Experts say there have been concerted efforts to recruit and train more female candidates – and that the fact there are term limits in Nevada’s legislature means there are more openings.

There’s also another factor – Nevada’s legislature only meets for four months every other year, which means its representatives are part-time lawmakers who also juggle other jobs.

“It’s a lot of work, it’s not much pay, and unfortunately these are the kinds of positions that women tend to be overrepresented in,” says Prof Gill.

Nonetheless, activists say the female-majority legislature has had a positive impact by inspiring more women to run for office.

For example, the number of women running for judicial seats has already “increased over this cycle”, says Prof Cosgrove.
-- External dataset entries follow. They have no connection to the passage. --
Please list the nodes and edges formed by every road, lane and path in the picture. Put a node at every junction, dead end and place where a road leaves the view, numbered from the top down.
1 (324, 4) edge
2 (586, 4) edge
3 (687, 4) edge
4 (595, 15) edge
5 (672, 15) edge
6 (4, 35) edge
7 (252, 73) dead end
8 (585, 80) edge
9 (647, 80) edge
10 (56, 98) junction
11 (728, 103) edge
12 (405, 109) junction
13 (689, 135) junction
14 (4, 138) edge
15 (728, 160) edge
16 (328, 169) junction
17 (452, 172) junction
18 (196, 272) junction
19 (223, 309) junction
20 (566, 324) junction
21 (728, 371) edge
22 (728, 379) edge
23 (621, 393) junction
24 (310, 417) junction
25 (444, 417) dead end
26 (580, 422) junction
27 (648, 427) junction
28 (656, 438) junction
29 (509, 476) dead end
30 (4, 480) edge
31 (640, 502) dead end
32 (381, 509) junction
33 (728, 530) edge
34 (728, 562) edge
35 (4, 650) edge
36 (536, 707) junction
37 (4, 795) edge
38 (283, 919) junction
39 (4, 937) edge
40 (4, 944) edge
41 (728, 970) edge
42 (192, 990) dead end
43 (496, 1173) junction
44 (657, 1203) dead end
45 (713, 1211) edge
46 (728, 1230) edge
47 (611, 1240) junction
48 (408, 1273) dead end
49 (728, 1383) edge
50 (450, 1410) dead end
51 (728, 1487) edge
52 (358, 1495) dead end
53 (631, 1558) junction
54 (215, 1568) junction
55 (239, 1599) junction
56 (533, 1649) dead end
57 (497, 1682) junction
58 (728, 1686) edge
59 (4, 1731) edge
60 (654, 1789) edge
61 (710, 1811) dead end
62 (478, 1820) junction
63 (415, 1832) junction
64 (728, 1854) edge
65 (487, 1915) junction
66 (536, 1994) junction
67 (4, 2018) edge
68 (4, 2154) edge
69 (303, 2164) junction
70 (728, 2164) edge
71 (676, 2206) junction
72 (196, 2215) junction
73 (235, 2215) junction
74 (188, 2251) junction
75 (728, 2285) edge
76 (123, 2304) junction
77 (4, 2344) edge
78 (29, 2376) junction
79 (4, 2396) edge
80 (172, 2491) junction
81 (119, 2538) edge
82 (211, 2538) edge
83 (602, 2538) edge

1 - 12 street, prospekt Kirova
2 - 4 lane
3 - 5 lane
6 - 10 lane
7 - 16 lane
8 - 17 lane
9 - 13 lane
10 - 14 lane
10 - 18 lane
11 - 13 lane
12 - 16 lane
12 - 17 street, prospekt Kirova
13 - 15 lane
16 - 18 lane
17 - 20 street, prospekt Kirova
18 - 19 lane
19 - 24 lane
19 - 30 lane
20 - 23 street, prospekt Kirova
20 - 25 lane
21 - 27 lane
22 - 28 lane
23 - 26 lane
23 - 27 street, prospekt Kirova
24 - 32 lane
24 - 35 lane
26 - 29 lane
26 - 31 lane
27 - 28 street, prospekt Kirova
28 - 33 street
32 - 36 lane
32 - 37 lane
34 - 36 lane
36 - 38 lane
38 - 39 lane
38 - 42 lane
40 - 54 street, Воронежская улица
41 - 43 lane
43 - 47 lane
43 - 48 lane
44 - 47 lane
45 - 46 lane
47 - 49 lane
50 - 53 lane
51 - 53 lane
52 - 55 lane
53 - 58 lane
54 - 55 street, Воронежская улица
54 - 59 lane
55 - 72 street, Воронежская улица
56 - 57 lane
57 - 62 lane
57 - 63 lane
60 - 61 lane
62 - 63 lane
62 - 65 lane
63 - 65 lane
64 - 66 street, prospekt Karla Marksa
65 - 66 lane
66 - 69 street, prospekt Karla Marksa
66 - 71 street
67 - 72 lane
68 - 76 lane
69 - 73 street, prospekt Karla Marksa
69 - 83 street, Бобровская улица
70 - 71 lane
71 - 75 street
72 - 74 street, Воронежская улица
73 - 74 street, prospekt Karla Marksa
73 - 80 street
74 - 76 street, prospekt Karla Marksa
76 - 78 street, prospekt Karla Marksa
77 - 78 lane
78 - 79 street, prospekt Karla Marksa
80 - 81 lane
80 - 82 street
Judicial filing reports show that more than half of the candidates in Nevada’s largest county, Clark County, are female, while women make up more than 40% of candidates in the second-largest county, Washoe.

Electra Skrzydlewski from Emerge Nevada, a training programme for Democratic women who are running for office, says applications have increased.

“This renewed sense of duty to get involved is not going to go anywhere,” says Ms Skrzydlewski. “Women are taking stock of how they can shape the future.”